I don't think they list the All Ords because it is not an index that they recognise (I.e. they didn't create it so therefore it isn't worth worrying about)


----------



## mrWoodo (16 November 2006)

*Re: ASX200 / ASX300, etc lists*

Aha, found it thanks.

Have to click on the given index, then 'constituent list', then click 'Download table' and it comes thru as an Excel file.


----------



## kaveman (16 November 2006)

*Re: ASX200 / ASX300, etc lists*

try this site, I find it useful for ASX
http://www.metastocktools.com/#downloads


----------



## mrWoodo (17 November 2006)

*Re: ASX200/ASX300, etc lists*

Kaveman, plenty of interesting links on that one.

Thanks,
Woodo


----------



## RichKid (17 November 2006)

*Re: ASX200/ASX300, etc lists*

The commsec website (free account opening) has index constituent listings as well but I think the S&P site is the best.


----------



## Muschu (22 August 2009)

*Re: ASX200 / ASX300, etc lists*



Prime said:


> This link lists many of the ASX indicies. You can select the index you want and you pull down the constituent lists from there ...
> 
> Standard & Poors
> 
> I don't think they list the All Ords because it is not an index that they recognise (I.e. they didn't create it so therefore it isn't worth worrying about)

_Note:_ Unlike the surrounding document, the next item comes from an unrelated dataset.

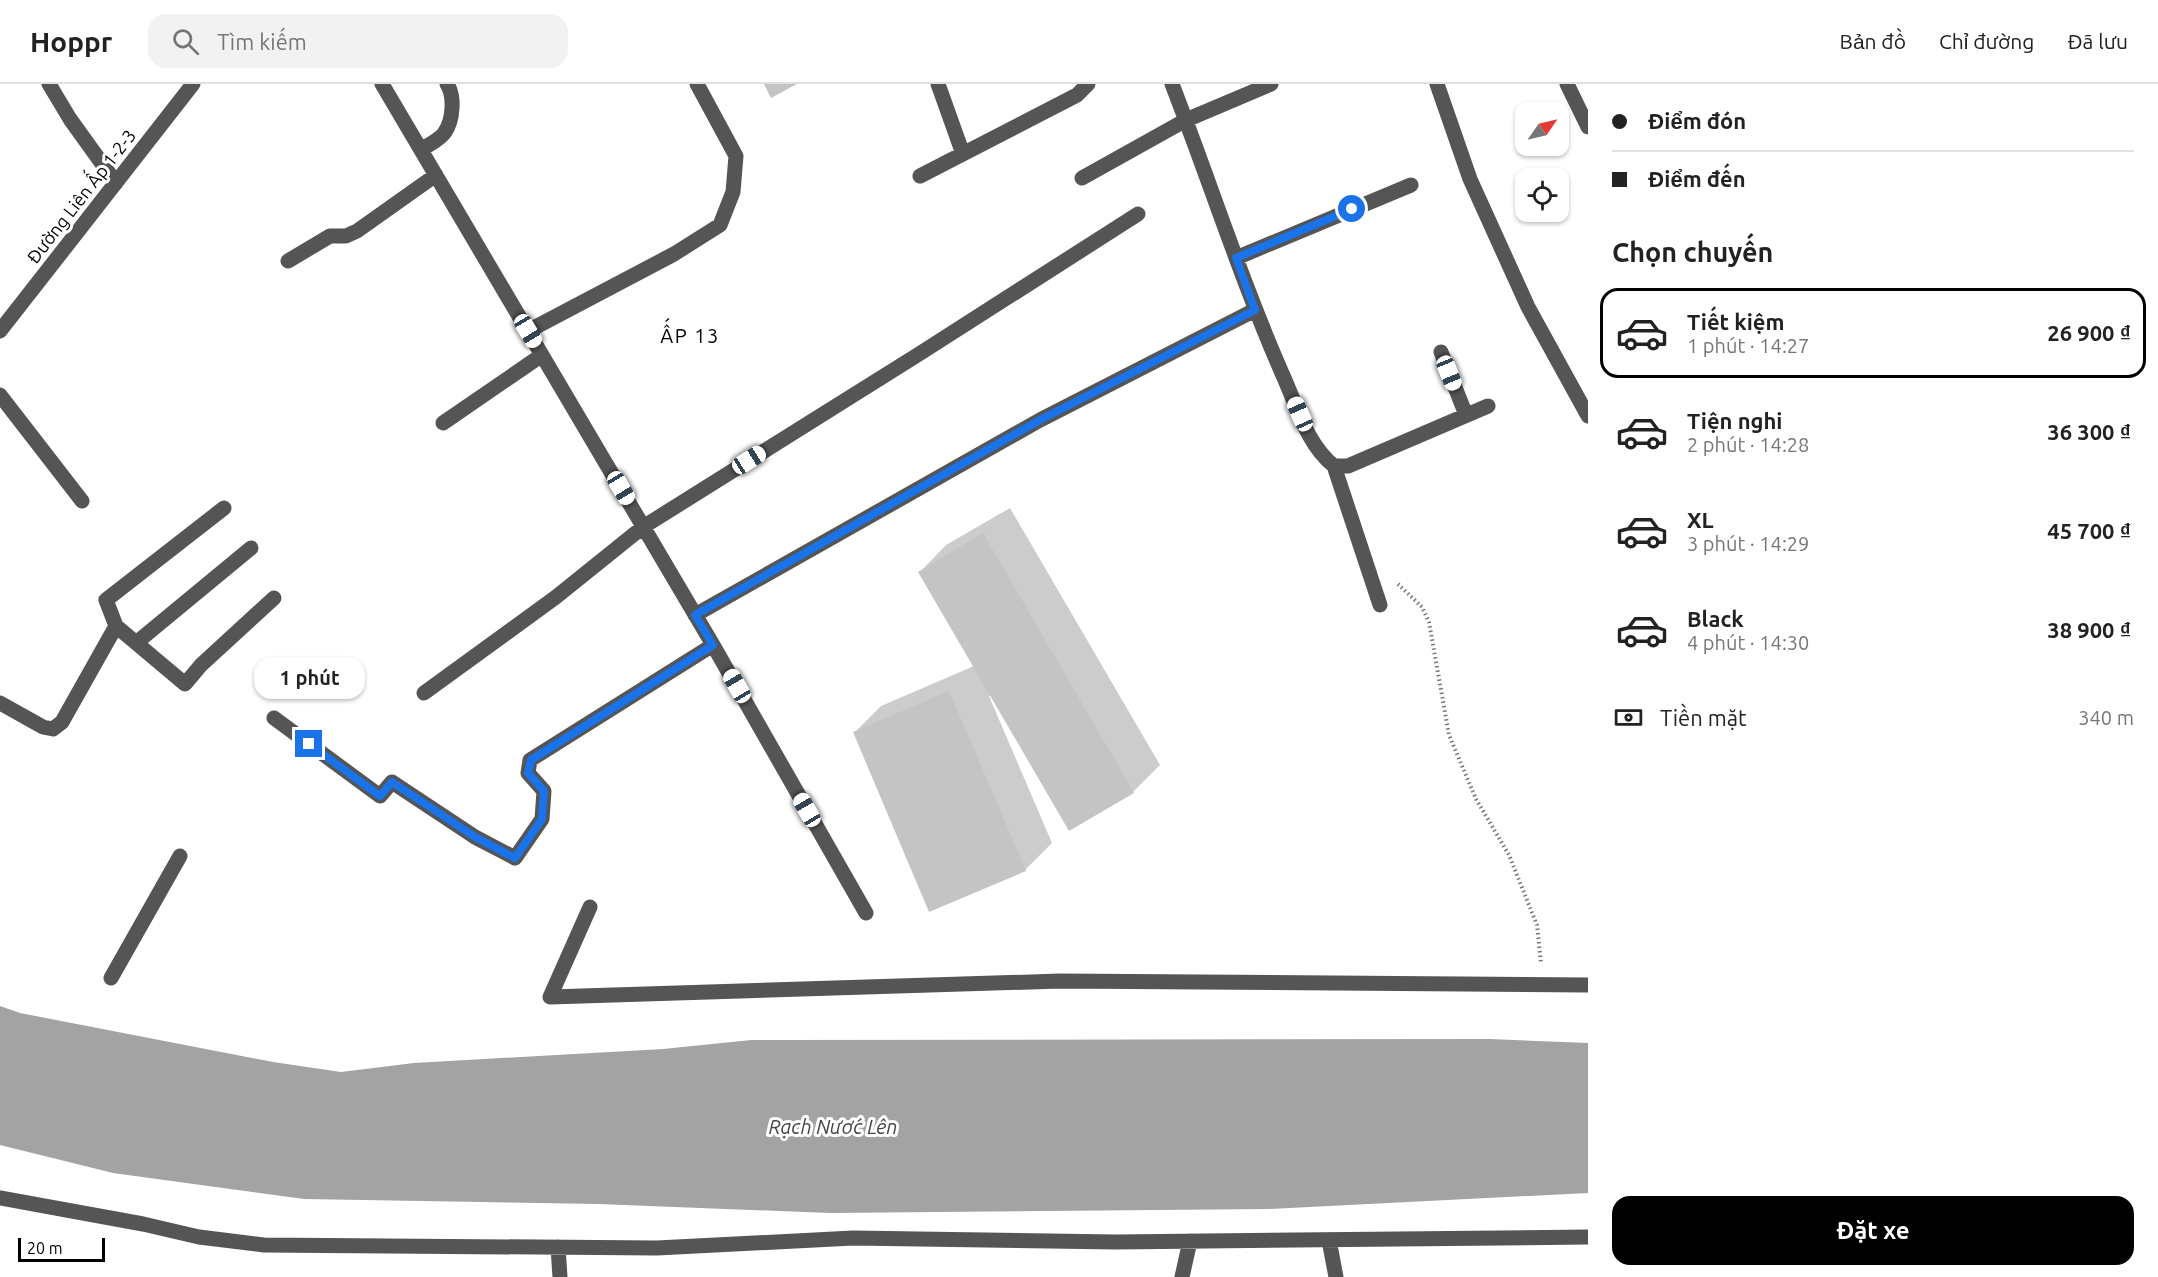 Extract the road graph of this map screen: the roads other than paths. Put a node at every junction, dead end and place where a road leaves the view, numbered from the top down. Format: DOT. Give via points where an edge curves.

Resurrecting an old thread briefly in looking for the ASX300 list.  I went to the S&P website shown in this thread but suspect the website has changed.  

Any thoughts on the best way to find a clear stock list of the ASX300 [and 200 for that matter]?

Help appreciated.

thanks

Rick


----------



## supermatt (22 August 2009)

*Re: ASX200/ASX300 index constituent lists*

this is the site I use. Its good 

http://www2.standardandpoors.com/po...es_ei_au/2,3,2,8,0,0,0,0,0,0,0,0,0,0,0,0.html


----------



## Muschu (22 August 2009)

*Re: ASX200/ASX300 index constituent lists*



supermatt said:


> this is the site I use. Its good
> 
> http://www2.standardandpoors.com/po...es_ei_au/2,3,2,8,0,0,0,0,0,0,0,0,0,0,0,0.html




Got it!  Many thanks - appreciated.


----------